However, when we continue to train this model for further 600 epochs, the weights with the best validation loss do not get updated after epoch 138 anymore so we interrupt training after 408 epochs. Loading the best weights from epoch 138 results in a test accuracy of 31.18 \%.
\section{Results}
\subsection*{Model Evaluation and Validation}
%
As most models performed similarly, we choose the extended model from scratch from \autoref{table:extendedModelFromScratch} as its architecture has a medium level of complexity, and the extended model did not overfit like the custom model on top of the VGG16 model.
Trained on the augmented images, the extended model from scratch shows litte sensitivity to changing the optimizer and batch size. From the training statistics, we get the impression that training it for more epochs would not lead to better results.
\begin{figure}[h!]
\includegraphics[width=\textwidth]{training_statistics.jpg}
%\caption[Bildbeschreibung]{\url{https://www.iosb.fraunhofer.de/servlet/is/78045/}}
\label{trainingStatistics}
\end{figure}
\subsection*{Justification}
Unfortunately, we did not see other research results for logo classification with metric accuracy to compare these to our results.

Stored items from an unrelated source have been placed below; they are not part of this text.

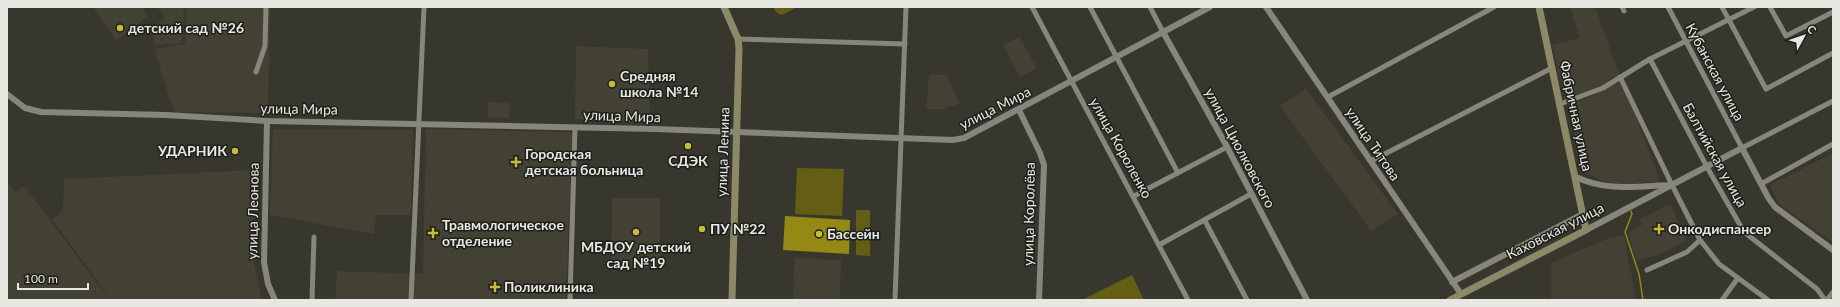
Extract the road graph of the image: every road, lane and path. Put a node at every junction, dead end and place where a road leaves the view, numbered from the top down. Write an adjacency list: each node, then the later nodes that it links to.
1 (266, 7): 26 (street)
2 (424, 7): 35 (street)
3 (724, 7): 19 (main road, улица Ленина)
4 (906, 7): 21 (street)
5 (1032, 7): 28 (street, улица Короленко)
6 (1090, 7): 23 (street)
7 (1150, 7): 18 (street, улица Циолковского)
8 (1210, 7): 18 (street, улица Мира)
9 (1266, 7): 30 (street, улица Титова)
10 (1494, 7): 30 (street)
11 (1539, 7): 25 (main road, Фабричная улица)
12 (1668, 7): 20 (street, Кубанская улица)
13 (1722, 7): 17 (street)
14 (1754, 7): 17 (street)
15 (1770, 7): 16 (street)
16 (1833, 12)
17 (1729, 20): 20 (street); 22 (street)
18 (1163, 32): 23 (street, улица Мира); 40 (street, улица Циолковского)
19 (738, 39): 21 (street); 37 (main road, улица Ленина)
20 (1685, 42): 24 (street); 41 (street, Кубанская улица)
21 (905, 44): 38 (street)
22 (1833, 53)
23 (1116, 57): 28 (street, улица Мира); 44 (street)
24 (1650, 59): 27 (street); 43 (street, Балтийская улица)
25 (1552, 68): 32 (main road, Фабричная улица); 42 (street)
26 (256, 72)
27 (1620, 77): 32 (street); 47 (street)
28 (1071, 82): 33 (street, улица Мира); 49 (street, улица Короленко)
29 (7, 94): 34 (street, улица Мира)
30 (1328, 97): 42 (street, улица Титова)
31 (1833, 100): 41 (street)
32 (1560, 104): 45 (main road, Фабричная улица)
33 (1019, 110): 38 (street, улица Мира); 68 (street, улица Королёва)
34 (266, 121): 35 (street, улица Мира); 62 (street, улица Леонова)
35 (420, 123): 36 (street, улица Мира); 64 (street)
36 (576, 127): 37 (street, улица Мира); 65 (street)
37 (737, 132): 38 (street, улица Мира); 66 (main road, улица Ленина)
38 (901, 138): 67 (street)
39 (1833, 144): 46 (street)
40 (1227, 147): 44 (street); 48 (street, улица Циолковского)
41 (1742, 148): 43 (street); 46 (street, Кубанская улица)
42 (1371, 161): 59 (street, улица Титова)
43 (1707, 167): 47 (street); 75 (street, Балтийская улица)
44 (1178, 173): 49 (street)
45 (1576, 177): 47 (street); 50 (main road, Фабричная улица)
46 (1761, 184): 56 (street, Кубанская улица)
47 (1672, 185): 52 (street, Каховская улица); 54 (street)
48 (1251, 194): 51 (street); 71 (street, улица Циолковского)
49 (1134, 196): 55 (street, улица Короленко)
50 (1583, 214): 52 (main road, Фабричная улица); 59 (street)
51 (1205, 221): 55 (street); 70 (street)
52 (1586, 230): 61 (main road, Каховская улица)
53 (314, 237): 63 (street)
54 (1700, 240): 57 (street); 58 (street)
55 (1159, 245): 69 (street, улица Короленко)
56 (1833, 250)
57 (1647, 270)
58 (1738, 278): 73 (street); 74 (street)
59 (1452, 282): 61 (street, улица Титова)
60 (1833, 292): 75 (street)
61 (1461, 294): 72 (main road, Каховская улица)
62 (276, 300)
63 (312, 300)
64 (411, 300)
65 (570, 300)
66 (732, 300)
67 (895, 300)
68 (1039, 300)
69 (1188, 300)
70 (1247, 300)
71 (1307, 300)
72 (1450, 300)
73 (1722, 300)
74 (1768, 300)
75 (1826, 300)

However, given that the dataset had many logo classes with only few images, we think that we cannot expect a high overall accuracy.
Still, we would like to reach an accuracy of at least 50 \% but we do not know which parameters of the different models from the previous sections, or which other CNN architectures could lead to a test accuracy higher than 40 \%.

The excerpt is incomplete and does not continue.